EXERCISE AIM
From the entries below, return every line that includes the word "strong".

Start of Block

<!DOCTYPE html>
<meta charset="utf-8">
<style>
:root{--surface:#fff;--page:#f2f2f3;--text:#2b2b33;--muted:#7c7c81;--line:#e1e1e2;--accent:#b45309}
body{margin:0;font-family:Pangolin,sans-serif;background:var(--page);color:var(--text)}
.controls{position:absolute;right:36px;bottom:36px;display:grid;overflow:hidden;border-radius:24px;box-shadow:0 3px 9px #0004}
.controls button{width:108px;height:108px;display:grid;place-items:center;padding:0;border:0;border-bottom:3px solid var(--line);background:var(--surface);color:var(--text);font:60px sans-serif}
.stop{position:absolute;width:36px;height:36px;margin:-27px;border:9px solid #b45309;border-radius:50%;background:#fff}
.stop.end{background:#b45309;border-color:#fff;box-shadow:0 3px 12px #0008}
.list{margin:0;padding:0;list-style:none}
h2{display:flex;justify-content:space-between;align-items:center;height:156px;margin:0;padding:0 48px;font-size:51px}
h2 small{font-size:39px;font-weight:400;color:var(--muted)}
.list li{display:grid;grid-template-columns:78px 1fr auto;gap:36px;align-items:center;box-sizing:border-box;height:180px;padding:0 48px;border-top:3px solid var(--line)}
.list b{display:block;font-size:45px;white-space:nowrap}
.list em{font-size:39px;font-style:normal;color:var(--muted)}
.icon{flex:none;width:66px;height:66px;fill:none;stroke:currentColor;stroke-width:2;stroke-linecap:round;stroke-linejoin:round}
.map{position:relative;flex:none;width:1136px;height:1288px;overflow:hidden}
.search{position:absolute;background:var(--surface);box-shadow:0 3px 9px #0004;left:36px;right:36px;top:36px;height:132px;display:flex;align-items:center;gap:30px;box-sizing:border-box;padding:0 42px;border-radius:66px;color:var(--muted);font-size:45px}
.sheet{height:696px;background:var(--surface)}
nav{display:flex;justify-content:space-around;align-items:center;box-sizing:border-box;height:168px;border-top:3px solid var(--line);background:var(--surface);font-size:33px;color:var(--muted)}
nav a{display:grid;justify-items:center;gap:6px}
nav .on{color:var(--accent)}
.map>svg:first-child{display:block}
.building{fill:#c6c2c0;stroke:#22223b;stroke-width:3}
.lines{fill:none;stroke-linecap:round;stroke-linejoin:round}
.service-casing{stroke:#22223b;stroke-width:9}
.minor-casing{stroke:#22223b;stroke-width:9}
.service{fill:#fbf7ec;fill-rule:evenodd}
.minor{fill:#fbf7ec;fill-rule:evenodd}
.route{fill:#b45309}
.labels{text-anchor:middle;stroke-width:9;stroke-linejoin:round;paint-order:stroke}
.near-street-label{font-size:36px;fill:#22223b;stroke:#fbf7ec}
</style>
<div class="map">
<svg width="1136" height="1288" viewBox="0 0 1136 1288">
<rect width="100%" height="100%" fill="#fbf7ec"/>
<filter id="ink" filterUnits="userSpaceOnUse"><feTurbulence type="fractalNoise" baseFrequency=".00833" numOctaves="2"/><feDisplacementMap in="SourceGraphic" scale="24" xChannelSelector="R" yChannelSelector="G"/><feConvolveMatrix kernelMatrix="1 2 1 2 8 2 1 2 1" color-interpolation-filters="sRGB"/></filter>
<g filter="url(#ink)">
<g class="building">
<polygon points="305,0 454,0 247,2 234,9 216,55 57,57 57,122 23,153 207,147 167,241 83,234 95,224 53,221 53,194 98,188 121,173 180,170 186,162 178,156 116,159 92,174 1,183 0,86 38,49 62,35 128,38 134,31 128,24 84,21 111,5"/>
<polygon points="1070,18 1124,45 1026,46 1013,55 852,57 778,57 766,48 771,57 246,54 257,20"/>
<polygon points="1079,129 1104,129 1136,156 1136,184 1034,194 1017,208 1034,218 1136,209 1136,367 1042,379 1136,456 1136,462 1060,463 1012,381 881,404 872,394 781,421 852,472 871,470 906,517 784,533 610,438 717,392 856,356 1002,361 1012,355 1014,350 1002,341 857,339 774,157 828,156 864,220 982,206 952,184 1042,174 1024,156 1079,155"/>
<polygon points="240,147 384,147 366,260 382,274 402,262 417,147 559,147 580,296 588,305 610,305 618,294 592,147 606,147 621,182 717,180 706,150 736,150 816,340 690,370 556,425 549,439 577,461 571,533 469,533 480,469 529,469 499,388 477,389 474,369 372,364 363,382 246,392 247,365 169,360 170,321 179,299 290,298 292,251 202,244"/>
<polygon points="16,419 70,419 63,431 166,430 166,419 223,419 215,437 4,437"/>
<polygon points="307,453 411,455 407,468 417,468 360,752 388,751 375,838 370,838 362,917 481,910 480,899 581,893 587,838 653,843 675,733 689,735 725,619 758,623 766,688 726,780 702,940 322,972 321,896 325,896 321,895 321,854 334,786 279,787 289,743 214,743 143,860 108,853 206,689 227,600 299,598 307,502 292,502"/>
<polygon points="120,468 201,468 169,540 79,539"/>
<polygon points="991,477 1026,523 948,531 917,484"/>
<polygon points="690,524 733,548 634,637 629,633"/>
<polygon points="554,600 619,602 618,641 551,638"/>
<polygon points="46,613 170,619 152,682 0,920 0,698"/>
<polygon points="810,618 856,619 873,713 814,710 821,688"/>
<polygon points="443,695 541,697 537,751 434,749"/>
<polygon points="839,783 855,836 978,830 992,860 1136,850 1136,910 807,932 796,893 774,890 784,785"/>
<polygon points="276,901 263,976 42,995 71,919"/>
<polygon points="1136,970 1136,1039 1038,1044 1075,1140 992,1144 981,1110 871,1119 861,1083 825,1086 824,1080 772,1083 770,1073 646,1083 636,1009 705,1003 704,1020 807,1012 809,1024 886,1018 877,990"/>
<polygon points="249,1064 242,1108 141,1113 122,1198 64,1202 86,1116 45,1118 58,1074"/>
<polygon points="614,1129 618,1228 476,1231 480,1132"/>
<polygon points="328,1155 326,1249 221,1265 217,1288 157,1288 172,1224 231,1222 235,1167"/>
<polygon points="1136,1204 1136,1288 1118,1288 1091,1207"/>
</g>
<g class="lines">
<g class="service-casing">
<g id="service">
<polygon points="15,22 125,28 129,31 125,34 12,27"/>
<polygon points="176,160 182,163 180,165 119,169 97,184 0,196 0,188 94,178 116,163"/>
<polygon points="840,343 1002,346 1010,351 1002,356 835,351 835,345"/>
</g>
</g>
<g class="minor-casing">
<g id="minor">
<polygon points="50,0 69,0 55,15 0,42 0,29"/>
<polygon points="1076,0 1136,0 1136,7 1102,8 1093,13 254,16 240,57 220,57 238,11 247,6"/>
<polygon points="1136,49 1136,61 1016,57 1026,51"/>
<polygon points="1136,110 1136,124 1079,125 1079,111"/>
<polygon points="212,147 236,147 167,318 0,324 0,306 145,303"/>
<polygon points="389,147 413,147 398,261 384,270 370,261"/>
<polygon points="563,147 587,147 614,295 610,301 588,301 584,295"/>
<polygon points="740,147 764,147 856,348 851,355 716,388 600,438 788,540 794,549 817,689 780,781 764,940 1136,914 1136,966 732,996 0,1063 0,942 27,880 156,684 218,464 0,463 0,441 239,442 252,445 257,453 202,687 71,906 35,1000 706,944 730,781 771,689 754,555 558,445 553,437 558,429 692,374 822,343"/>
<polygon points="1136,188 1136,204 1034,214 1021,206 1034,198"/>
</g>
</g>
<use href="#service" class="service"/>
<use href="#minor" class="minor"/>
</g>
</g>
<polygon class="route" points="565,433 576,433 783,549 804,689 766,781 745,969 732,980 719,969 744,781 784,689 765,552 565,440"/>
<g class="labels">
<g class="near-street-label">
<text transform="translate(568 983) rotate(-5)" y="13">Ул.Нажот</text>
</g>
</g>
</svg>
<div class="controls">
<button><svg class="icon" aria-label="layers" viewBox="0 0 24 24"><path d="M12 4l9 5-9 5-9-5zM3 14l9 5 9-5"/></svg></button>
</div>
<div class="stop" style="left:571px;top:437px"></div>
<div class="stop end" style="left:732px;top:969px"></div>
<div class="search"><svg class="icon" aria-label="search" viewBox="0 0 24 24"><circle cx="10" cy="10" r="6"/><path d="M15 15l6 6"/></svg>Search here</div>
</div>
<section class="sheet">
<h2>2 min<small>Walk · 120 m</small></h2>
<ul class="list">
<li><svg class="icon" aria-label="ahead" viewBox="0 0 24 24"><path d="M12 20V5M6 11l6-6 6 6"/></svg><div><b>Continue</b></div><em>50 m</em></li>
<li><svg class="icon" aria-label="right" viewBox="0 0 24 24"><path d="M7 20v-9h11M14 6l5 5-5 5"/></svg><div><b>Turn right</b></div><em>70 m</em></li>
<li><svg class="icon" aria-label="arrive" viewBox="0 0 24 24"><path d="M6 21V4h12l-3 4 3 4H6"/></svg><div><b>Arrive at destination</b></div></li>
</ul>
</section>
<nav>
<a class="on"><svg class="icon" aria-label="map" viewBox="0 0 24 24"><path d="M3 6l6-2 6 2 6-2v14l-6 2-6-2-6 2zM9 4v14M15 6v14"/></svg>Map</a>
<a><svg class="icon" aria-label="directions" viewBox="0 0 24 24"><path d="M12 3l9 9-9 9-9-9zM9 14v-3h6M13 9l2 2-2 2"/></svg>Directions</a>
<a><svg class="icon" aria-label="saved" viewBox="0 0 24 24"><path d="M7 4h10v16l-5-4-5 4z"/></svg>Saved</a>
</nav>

End of Block
Start of Block

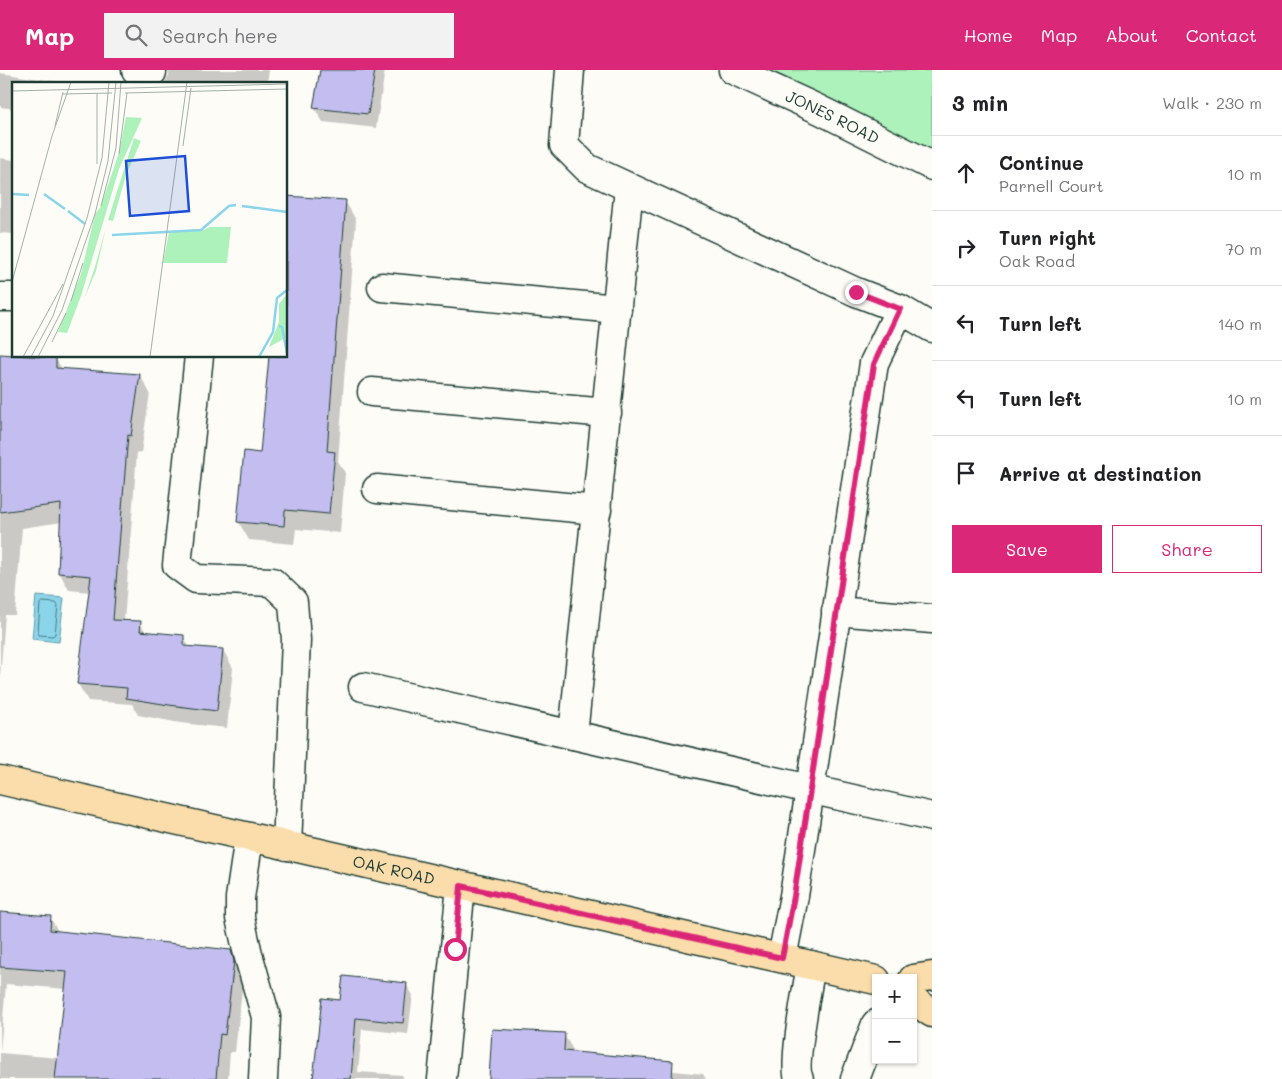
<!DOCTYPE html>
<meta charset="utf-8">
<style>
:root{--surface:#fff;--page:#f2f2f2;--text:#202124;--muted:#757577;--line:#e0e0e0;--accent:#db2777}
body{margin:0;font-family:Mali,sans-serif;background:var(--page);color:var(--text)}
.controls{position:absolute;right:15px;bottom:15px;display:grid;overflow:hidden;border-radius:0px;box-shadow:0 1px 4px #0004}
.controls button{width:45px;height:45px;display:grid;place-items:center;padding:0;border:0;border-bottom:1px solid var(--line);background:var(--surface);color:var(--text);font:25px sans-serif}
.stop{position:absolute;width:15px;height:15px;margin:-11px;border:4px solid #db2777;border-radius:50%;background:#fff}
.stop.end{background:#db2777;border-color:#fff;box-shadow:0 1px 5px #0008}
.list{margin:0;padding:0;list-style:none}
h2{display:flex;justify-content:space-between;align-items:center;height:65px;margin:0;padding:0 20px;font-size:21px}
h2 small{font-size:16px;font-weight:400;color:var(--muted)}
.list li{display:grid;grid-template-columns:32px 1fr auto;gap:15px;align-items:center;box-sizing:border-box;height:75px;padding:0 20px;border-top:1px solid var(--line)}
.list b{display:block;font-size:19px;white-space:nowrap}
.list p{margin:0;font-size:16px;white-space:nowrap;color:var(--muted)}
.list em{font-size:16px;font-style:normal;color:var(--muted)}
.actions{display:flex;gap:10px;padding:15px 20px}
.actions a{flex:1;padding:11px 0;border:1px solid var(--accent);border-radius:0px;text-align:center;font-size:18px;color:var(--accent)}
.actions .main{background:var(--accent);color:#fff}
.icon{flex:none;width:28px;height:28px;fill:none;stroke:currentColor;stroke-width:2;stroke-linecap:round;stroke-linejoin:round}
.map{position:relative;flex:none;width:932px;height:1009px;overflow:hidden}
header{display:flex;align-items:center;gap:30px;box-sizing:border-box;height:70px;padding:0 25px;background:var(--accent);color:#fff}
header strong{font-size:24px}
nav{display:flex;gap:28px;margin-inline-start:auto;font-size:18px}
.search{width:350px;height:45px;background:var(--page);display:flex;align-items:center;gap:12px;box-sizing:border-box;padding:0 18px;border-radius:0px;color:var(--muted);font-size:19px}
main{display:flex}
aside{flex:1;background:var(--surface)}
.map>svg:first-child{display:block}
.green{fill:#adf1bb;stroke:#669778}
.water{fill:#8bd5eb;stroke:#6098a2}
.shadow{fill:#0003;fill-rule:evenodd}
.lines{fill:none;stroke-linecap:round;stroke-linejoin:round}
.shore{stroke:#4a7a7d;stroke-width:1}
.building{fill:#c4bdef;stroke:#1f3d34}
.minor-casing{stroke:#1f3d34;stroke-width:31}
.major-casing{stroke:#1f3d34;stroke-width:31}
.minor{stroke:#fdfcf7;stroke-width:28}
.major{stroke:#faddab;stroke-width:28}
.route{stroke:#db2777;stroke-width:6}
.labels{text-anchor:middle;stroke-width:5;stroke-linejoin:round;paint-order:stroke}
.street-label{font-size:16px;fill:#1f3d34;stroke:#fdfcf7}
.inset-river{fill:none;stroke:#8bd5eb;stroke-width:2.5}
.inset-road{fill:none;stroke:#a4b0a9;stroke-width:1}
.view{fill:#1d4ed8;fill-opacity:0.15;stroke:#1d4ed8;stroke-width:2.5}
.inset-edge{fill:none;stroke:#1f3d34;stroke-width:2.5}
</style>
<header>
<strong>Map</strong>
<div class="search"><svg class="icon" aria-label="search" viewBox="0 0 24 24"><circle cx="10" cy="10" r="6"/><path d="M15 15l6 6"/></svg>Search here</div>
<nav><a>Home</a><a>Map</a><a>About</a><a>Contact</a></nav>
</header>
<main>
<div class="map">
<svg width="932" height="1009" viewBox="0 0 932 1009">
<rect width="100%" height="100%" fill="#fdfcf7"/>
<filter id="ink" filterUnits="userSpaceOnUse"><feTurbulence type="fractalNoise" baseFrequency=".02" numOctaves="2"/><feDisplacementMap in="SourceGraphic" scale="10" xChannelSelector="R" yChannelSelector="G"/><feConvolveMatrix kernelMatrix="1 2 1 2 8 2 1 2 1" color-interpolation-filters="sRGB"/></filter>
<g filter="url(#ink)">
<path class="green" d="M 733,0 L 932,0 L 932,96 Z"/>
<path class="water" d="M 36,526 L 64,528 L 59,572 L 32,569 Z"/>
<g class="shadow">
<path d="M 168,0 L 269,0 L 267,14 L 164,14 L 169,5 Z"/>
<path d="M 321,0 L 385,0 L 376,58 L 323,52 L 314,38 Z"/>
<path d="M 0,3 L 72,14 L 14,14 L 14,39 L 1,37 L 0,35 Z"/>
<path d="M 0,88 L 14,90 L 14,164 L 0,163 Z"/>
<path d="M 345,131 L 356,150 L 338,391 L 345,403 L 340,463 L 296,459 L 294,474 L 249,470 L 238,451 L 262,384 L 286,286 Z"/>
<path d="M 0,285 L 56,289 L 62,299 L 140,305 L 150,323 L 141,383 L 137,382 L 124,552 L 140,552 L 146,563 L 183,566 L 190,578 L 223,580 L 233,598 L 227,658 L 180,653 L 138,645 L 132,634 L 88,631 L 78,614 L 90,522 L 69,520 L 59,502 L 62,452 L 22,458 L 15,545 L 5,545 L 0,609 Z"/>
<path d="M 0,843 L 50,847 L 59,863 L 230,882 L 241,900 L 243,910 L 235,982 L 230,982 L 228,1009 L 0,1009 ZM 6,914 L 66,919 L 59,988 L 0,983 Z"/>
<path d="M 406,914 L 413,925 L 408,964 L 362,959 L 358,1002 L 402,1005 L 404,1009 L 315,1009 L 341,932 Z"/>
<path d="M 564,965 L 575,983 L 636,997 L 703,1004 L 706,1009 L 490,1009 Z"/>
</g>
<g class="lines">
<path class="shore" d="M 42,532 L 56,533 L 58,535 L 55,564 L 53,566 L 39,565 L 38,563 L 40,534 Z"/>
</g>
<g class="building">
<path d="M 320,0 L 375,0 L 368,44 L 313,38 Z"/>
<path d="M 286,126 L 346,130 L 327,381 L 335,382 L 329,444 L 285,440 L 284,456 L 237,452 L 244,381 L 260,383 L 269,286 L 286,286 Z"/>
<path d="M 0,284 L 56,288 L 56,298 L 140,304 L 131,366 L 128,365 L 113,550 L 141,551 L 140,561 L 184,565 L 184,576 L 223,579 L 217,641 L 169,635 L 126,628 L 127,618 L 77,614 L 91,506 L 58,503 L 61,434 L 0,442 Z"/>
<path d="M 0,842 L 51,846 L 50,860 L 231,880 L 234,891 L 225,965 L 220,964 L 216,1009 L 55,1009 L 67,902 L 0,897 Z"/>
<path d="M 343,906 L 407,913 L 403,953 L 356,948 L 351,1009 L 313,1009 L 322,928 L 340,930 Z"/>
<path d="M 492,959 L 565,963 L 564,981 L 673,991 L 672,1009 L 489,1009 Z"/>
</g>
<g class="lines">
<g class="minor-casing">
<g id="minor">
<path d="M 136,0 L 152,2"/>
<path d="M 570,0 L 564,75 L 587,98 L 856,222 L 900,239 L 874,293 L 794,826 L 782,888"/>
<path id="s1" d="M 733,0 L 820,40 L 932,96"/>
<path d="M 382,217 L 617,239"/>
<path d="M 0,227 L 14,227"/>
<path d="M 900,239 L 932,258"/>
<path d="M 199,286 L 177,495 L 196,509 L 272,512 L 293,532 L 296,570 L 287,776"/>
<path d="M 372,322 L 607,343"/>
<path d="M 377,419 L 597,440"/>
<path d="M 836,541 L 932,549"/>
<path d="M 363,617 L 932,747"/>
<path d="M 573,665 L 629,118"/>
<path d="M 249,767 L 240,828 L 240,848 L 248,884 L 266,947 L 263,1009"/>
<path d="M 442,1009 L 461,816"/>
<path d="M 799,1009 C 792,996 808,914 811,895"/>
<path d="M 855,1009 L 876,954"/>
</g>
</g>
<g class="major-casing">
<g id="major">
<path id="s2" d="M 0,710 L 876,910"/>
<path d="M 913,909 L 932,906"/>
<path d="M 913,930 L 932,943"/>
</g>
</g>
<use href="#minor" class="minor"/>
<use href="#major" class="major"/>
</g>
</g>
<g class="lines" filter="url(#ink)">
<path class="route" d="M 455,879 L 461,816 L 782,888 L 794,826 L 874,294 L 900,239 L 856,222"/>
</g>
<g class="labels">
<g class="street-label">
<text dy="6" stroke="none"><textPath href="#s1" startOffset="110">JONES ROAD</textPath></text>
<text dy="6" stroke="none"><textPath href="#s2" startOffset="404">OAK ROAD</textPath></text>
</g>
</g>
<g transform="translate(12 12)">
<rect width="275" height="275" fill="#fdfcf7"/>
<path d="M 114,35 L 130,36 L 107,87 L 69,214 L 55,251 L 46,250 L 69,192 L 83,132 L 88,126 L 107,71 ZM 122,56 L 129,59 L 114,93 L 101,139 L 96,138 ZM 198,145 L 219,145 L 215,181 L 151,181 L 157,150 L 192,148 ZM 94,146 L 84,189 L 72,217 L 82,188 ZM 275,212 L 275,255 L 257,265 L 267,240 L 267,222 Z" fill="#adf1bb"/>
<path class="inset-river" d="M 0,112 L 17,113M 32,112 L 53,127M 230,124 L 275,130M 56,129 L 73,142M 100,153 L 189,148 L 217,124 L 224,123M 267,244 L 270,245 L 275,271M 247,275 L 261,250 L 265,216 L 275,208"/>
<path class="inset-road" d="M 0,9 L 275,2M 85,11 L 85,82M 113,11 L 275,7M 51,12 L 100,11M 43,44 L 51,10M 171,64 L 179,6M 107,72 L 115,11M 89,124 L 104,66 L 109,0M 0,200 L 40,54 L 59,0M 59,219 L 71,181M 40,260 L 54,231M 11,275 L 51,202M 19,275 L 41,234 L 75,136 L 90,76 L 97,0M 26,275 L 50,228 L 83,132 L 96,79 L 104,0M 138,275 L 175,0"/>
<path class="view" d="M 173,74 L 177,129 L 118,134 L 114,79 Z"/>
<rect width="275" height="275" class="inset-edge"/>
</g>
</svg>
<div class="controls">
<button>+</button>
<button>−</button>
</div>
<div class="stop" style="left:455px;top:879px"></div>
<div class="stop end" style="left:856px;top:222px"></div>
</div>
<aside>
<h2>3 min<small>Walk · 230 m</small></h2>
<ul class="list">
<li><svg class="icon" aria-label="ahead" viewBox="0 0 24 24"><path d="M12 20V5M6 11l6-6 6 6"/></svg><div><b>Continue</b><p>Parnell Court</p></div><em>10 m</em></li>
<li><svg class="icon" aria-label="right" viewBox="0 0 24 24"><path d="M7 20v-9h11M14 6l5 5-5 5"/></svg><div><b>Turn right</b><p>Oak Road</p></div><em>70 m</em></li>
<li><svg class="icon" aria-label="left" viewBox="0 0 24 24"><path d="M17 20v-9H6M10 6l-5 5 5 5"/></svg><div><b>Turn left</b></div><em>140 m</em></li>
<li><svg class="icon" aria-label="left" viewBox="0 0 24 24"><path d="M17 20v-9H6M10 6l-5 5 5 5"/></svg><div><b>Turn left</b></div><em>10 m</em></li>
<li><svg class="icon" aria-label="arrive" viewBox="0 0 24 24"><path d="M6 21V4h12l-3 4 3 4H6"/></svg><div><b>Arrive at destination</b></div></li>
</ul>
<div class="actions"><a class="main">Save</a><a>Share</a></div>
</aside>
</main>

End of Block

OUTPUT FOR THIS EXERCISE
header strong{font-size:24px}
<strong>Map</strong>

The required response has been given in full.